Without a word, I reached for her lasso, the golden cord that had bound me to the truth before. I took the end, a rope made of pure light, and wrapped it around my own wrist.

The cord tightened, and a low, burning sensation coursed through my arm, a physical manifestation of the truth being forced from my soul. I looked into her eyes and spoke.

"I am taking you to the front," I said, the words coming out with a brutal honesty that was not my own. "We are probably going to die. This is a terrible idea."

The truth was a painful, searing thing. It stripped away all pretense, all bravado. It exposed the raw, terrifying reality of our mission.

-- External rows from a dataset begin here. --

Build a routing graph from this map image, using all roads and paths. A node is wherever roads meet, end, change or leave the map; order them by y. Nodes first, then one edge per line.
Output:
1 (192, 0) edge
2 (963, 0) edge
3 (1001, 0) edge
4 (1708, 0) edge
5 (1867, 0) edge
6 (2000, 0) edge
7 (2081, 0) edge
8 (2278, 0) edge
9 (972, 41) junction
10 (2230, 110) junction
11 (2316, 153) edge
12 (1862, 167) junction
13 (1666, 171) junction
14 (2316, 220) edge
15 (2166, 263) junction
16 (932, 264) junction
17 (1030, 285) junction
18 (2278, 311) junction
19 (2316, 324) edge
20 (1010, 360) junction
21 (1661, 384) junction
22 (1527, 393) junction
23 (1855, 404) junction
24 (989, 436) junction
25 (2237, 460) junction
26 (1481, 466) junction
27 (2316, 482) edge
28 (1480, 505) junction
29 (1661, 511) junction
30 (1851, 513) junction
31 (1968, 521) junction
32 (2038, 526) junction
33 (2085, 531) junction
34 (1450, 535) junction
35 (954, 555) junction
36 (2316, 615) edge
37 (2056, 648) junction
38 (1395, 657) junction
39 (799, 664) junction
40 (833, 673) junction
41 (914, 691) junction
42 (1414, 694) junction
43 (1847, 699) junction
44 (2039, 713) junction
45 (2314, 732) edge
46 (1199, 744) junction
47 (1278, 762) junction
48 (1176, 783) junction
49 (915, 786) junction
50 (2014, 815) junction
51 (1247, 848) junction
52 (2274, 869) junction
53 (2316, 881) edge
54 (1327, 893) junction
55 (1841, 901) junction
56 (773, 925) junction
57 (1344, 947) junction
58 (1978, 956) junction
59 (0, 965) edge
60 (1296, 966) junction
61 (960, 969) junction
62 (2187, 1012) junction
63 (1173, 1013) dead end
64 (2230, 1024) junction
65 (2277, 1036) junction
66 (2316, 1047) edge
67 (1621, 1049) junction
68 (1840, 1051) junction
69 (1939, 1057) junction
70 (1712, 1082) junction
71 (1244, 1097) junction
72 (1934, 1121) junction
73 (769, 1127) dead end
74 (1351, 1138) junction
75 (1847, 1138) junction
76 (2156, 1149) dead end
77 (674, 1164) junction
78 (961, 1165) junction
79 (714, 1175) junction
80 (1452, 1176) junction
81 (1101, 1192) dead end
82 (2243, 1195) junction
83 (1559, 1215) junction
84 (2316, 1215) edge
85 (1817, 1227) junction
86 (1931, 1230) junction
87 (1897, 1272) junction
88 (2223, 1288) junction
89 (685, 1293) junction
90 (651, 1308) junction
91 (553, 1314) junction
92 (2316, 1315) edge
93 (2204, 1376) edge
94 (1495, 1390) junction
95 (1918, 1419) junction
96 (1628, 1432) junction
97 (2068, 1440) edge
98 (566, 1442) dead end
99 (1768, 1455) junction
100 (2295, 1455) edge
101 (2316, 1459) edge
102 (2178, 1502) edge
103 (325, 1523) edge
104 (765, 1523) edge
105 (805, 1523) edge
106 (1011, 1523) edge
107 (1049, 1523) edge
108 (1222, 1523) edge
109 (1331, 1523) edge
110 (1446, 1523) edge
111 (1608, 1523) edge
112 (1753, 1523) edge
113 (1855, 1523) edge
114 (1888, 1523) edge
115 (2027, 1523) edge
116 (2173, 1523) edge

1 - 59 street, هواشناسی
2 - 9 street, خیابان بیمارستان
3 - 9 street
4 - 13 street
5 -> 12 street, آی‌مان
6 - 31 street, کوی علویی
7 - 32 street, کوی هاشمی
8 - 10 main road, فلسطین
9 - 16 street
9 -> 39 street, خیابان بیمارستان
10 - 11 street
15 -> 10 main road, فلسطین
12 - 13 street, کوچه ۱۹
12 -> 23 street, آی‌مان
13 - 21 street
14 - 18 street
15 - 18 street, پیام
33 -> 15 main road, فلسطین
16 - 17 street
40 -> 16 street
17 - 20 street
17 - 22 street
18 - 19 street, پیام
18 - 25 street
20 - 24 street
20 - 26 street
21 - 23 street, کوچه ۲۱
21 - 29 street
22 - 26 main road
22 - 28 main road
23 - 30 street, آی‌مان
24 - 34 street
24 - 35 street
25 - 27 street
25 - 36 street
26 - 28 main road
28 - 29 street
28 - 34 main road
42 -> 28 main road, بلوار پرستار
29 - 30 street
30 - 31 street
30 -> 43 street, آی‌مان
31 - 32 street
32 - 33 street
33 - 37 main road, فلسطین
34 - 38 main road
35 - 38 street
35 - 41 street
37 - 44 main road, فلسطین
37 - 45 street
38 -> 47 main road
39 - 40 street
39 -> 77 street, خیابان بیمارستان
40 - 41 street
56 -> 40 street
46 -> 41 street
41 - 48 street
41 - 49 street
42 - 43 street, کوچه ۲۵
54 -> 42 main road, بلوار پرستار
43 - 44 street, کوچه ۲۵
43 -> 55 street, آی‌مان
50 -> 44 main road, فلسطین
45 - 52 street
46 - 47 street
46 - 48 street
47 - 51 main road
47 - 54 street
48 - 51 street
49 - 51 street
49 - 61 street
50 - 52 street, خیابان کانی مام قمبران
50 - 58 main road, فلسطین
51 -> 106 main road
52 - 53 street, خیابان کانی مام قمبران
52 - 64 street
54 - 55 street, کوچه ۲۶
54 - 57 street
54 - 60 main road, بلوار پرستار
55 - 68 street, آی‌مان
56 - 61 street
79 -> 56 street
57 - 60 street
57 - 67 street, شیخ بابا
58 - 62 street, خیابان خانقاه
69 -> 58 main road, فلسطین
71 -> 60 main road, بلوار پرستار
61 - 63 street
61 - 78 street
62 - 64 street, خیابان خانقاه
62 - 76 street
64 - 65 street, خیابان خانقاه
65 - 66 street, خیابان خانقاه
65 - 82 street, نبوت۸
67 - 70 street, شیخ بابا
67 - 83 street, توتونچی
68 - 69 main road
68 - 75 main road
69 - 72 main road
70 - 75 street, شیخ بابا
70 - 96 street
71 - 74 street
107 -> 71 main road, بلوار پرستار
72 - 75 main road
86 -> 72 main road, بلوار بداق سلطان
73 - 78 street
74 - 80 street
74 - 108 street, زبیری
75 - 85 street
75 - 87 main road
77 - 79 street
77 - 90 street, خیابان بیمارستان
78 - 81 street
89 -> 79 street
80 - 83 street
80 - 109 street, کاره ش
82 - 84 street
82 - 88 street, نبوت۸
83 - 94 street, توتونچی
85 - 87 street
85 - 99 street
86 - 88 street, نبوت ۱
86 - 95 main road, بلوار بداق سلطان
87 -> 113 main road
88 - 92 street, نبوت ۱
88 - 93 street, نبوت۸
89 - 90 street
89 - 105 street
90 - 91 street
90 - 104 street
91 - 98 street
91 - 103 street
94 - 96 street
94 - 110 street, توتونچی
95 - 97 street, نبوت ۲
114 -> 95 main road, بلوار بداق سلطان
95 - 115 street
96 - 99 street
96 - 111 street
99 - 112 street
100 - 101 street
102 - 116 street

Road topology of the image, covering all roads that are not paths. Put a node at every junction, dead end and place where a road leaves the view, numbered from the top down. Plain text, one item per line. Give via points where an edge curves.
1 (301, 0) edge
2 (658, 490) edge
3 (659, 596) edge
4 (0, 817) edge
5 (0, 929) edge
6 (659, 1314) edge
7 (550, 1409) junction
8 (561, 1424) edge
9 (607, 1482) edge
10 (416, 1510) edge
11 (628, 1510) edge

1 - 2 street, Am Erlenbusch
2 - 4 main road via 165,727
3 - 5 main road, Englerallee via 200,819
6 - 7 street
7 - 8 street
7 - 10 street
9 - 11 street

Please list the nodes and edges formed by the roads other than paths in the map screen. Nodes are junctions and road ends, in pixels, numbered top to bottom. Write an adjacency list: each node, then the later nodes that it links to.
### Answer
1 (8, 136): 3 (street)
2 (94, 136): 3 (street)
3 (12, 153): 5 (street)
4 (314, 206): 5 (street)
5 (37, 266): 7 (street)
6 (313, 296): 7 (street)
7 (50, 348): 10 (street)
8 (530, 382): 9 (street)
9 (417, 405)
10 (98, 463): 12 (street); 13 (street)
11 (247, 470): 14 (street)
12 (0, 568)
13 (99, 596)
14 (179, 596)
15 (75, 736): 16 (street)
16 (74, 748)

I quickly untied the rope, the warmth of the lasso leaving my wrist with a final, lingering burn.

My confession, though compelled by the lasso, was a promise. She had her answer, and I had my true path. We were going to war, and we were doing it together.

With my intentions now clear, I had to move fast. There was no time for formal requests or military protocol. I knew I couldn't do this alone.

So I set about to gather small unit, a group of men I knew who had seen enough of the world to know when to bend the rules and break them entirely.